++++ GIVEN INFORMATION ++++

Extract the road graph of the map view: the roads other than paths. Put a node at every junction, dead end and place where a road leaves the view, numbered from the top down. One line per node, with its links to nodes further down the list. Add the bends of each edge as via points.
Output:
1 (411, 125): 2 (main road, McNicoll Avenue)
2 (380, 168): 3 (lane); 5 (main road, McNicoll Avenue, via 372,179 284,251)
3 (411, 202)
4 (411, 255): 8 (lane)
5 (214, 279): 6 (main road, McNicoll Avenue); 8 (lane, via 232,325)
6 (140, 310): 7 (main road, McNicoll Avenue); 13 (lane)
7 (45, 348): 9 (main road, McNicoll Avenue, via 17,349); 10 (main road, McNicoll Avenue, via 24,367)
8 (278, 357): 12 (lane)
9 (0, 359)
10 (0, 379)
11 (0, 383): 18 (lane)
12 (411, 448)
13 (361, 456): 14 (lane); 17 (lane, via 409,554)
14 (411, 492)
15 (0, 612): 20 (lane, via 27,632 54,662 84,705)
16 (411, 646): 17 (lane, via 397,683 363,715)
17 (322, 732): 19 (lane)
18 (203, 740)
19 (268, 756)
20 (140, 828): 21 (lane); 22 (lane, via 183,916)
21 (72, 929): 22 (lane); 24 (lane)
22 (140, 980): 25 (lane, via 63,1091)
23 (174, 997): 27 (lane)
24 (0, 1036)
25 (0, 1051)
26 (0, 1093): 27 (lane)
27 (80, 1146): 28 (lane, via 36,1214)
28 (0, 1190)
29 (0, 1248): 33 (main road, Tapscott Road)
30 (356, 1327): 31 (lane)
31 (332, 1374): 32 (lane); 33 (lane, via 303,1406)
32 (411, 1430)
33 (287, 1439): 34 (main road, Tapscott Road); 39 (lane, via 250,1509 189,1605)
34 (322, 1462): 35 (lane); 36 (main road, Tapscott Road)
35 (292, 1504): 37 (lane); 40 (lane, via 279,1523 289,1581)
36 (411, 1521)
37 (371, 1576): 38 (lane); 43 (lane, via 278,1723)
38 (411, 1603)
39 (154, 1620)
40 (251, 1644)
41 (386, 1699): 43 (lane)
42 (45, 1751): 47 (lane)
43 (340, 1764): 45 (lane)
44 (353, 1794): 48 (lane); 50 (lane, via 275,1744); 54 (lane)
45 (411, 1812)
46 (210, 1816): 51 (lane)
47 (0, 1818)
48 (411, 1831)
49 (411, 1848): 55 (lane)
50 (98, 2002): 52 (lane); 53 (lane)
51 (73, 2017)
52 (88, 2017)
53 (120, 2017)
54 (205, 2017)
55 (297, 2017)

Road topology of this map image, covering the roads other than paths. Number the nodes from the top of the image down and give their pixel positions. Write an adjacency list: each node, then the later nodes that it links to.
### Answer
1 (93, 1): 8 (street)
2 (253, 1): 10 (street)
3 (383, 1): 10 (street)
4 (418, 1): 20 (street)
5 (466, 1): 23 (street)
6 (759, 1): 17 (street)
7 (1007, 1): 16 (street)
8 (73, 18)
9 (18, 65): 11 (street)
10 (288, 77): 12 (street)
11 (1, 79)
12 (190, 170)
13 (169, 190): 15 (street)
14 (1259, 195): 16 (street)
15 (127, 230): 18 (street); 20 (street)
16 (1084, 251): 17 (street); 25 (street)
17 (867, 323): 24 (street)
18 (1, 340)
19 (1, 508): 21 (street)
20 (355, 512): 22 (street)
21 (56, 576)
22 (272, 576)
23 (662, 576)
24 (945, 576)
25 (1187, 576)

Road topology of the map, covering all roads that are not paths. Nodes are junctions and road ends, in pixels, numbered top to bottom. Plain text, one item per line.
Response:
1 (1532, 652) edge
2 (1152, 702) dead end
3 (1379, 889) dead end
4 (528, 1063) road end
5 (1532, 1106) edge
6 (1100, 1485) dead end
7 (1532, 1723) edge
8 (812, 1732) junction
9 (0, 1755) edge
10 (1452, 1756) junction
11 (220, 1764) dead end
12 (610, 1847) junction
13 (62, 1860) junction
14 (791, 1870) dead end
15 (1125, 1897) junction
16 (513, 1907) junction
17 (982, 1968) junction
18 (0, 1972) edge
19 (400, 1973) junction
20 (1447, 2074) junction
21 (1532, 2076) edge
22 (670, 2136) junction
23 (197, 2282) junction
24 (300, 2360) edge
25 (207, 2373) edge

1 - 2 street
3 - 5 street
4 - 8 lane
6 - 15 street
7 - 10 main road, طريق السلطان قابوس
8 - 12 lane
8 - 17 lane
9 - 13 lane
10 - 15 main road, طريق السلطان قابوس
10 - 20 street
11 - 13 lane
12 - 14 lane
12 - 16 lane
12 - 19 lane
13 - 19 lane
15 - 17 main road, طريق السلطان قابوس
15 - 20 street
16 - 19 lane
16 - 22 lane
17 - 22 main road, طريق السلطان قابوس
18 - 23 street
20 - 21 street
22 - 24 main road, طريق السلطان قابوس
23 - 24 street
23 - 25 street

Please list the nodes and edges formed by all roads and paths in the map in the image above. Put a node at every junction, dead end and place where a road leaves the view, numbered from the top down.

++++

**TASK REQUIREMENTS:** Lines with "that": state how many there are in the records, and nothing more.

**TASK SOLUTION:** 2